Avril Groom examines how the jewellery industry is reinventing itself in the age of circularity, while Simon de Burton discovers the pre-owned watch market is finding its feet
Where To Find Pre-Loved Jewellery & Watches
The siren call of new things has been fading for younger generations for some time. Geopolitical and economic uncertainty, environmental and moral concerns, brand fatigue, and a yearning for the unique and historical have conspired to make Millennials and Gen Z think differently about precious possessions. And it’s nothing new – at least, not in your jewellery box.
There are now countless ways to obtain beautiful, top-quality jewellery that’s had a previous life and is ready for another. Many enthusiasts are putting the idea of buying new on hold. ‘There is no stigma about second-hand jewellery, now known as pre-loved, among younger customers, and demand is moving upwards age-wise,’ says Bobby Leigh-Pemberton, partner at antique jewellery dealers Humphrey Butler. ‘The romance of old-cut stones and beautifully crafted settings, imagining a background if there is no provenance – and even better if there is – makes a comparatively affordable antique piece very desirable. Everyone wants the story that makes a piece truly individual.’
The lure of pre-loved now extends across every market level. For decades, the grandest jewellers – such as Cartier and Chaumet – have bought back their designs from auctions and private clients, carefully restoring and cleaning them for resale. This has always happened, often for wealthy collectors hunting down a particular piece; now, however, it may be speculative, with designs revealed at trunk shows across the globe alongside new collections.
Auctions & Pre-Owned Luxury Fairs
For those keen to access the wider market, auctions are the obvious route. Once intimidating to the inexperienced, they are now more democratic. ‘There used to be an assumption that people bidding at auction were a knowledgeable in-crowd, but online auctions have changed that,’ says Jean Ghika, global director of jewellery at Bonhams. ‘They attract many younger people who feel confident online and are viewing jewellery differently – not about the money they might make, but about how much they love this unique piece and the romance of its history.’

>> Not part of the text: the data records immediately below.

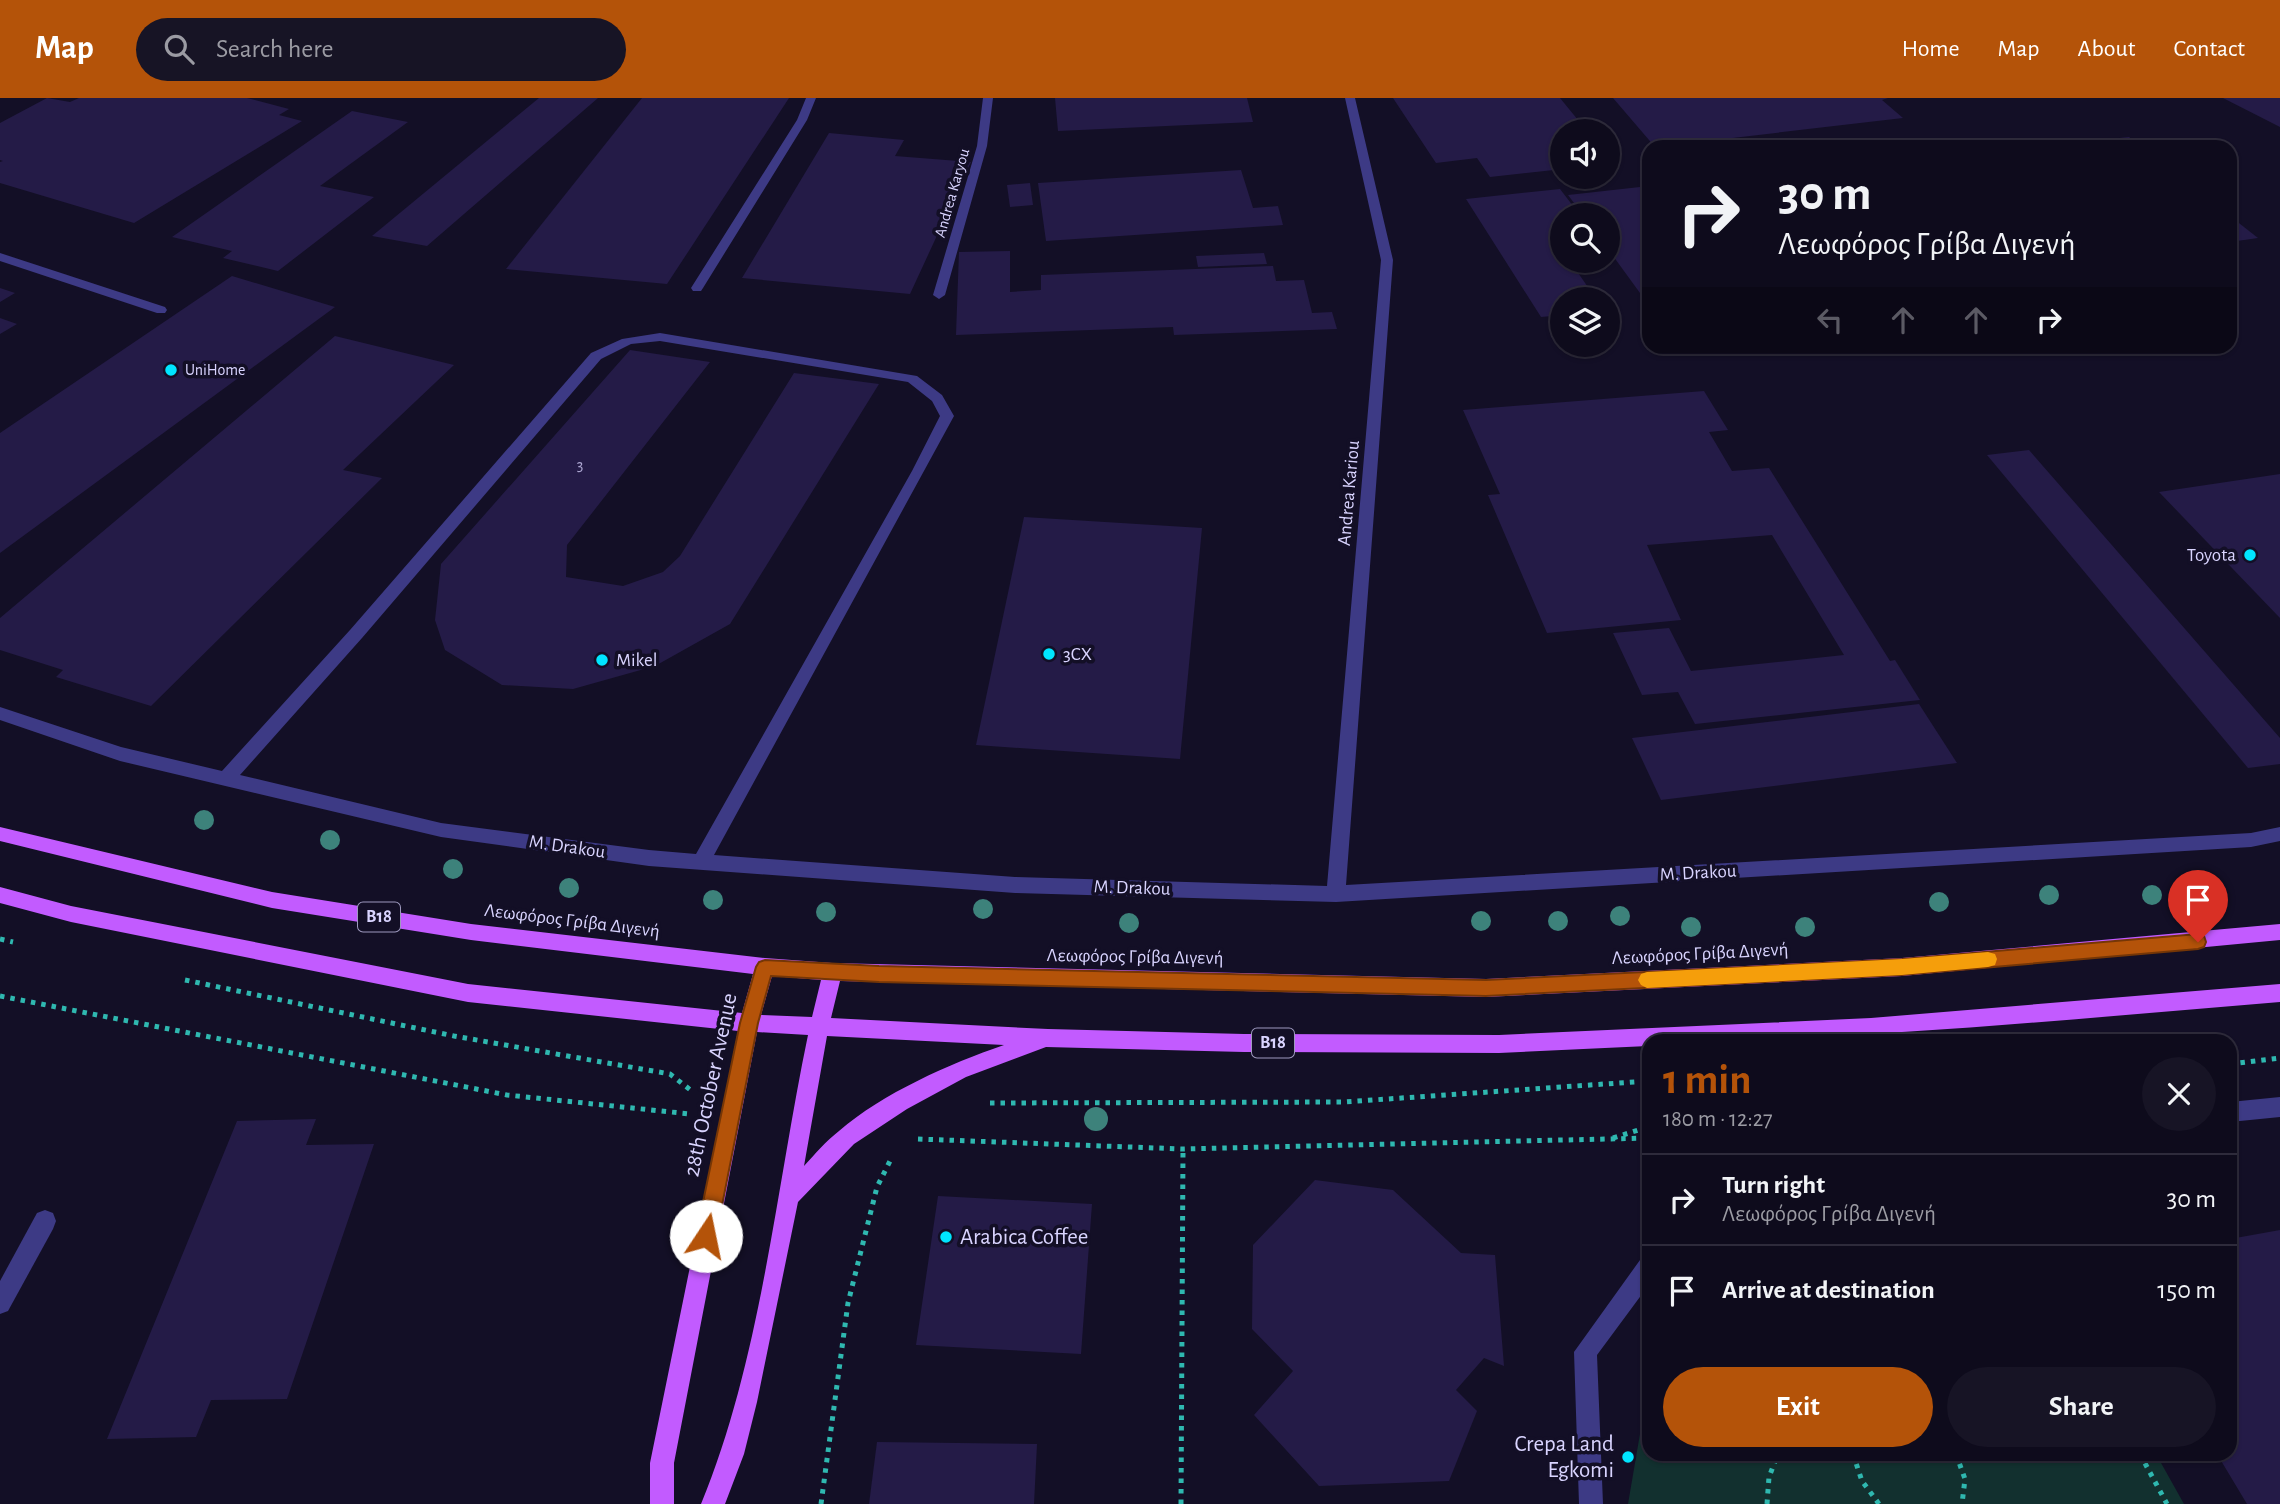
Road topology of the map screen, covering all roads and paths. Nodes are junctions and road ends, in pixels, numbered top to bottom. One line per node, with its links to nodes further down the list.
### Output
1 (811, 98): 5 (street)
2 (988, 98): 6 (street, Andrea Karyou)
3 (1350, 98): 13 (street, Andrea Kariou)
4 (0, 257): 7 (street)
5 (697, 288)
6 (939, 295)
7 (161, 310)
8 (0, 713): 9 (street, M. Drakou)
9 (225, 780): 12 (street, M. Drakou); 12 (street)
10 (0, 834): 18 (main road, Λεωφόρος Γρίβα Διγενή / B18)
11 (2280, 834): 13 (street, M. Drakou)
12 (701, 861): 13 (street, M. Drakou)
13 (1336, 894)
14 (0, 895): 23 (main road, B18)
15 (2280, 932): 19 (main road, Λεωφόρος Γρίβα Διγενή / B18)
16 (0, 939): 17 (path)
17 (20, 943)
18 (765, 967): 19 (main road, Λεωφόρος Γρίβα Διγενή / B18); 23 (main road, 28th October Avenue)
19 (832, 972): 24 (main road)
20 (182, 979): 34 (path)
21 (2280, 993): 25 (main road, B18)
22 (0, 996): 34 (path)
23 (749, 1023): 24 (main road, B18); 34 (main road, 28th October Avenue)
24 (818, 1027): 27 (main road, B18); 41 (main road)
25 (1718, 1034)
26 (1642, 1037): 27 (main road, B18)
27 (1048, 1038): 41 (main road)
28 (2280, 1058): 29 (path)
29 (2237, 1063)
30 (1642, 1081): 31 (path)
31 (977, 1103)
32 (2280, 1107): 33 (street)
33 (2237, 1111)
34 (729, 1119): 49 (main road, 28th October Avenue)
35 (1642, 1129): 38 (path)
36 (1642, 1138): 38 (path)
37 (915, 1139): 39 (path)
38 (1605, 1141): 39 (path)
39 (1183, 1149): 52 (path)
40 (896, 1151): 51 (path)
41 (789, 1196): 50 (main road)
42 (45, 1222): 44 (street)
43 (1642, 1276): 53 (street)
44 (0, 1303)
45 (1775, 1461): 54 (path)
46 (1854, 1461): 55 (path)
47 (1960, 1461): 56 (path)
48 (2144, 1461): 57 (path)
49 (662, 1504)
50 (713, 1504)
51 (821, 1504)
52 (1181, 1504)
53 (1591, 1504)
54 (1767, 1504)
55 (1879, 1504)
56 (1962, 1504)
57 (2167, 1504)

She adds that the market for large, rare stones will continue, but more moderate levels are realistic. ‘Not necessarily as an investment, but if you buy something you are drawn to at the best quality within your budget and years later your tastes change, you can still recoup.’ She also notes that ‘live auctions are now online, so you can join and see the whole process without committing yourself, then go to a viewing where you can learn more. In the current market, we are averaging 88 to 93 percent sell-through, and online sales are not second best; top prices are about £250,000’.
For that, you could get a pretty decent tiara – the kind that crops up at the increasing number of top-end pre-owned luxury fairs. In 2022, Fabienne Lupo, former chair of the Fondation de la Haute Horlogerie, co-founded ReLuxury as a small but well-formed biennial fair in Geneva. With backing from international auctioneer Barnes, it moved to the Carrousel du Louvre in Paris last November and returns next year. On the first public afternoon, the queue rivalled that of the Louvre Museum next door, with 10,000 enthusiasts visiting over the weekend. The aim was to explore the circularity of pre-owned luxury across couture, handbags, jewellery and watches, alongside craftspeople including restorers and remodellers and a programme of discussions. As Lupo puts it: ‘Luxury resale is a prime form of recycling. Good craftsmanship is built to last, and even when neglected can be restored to have a second life.’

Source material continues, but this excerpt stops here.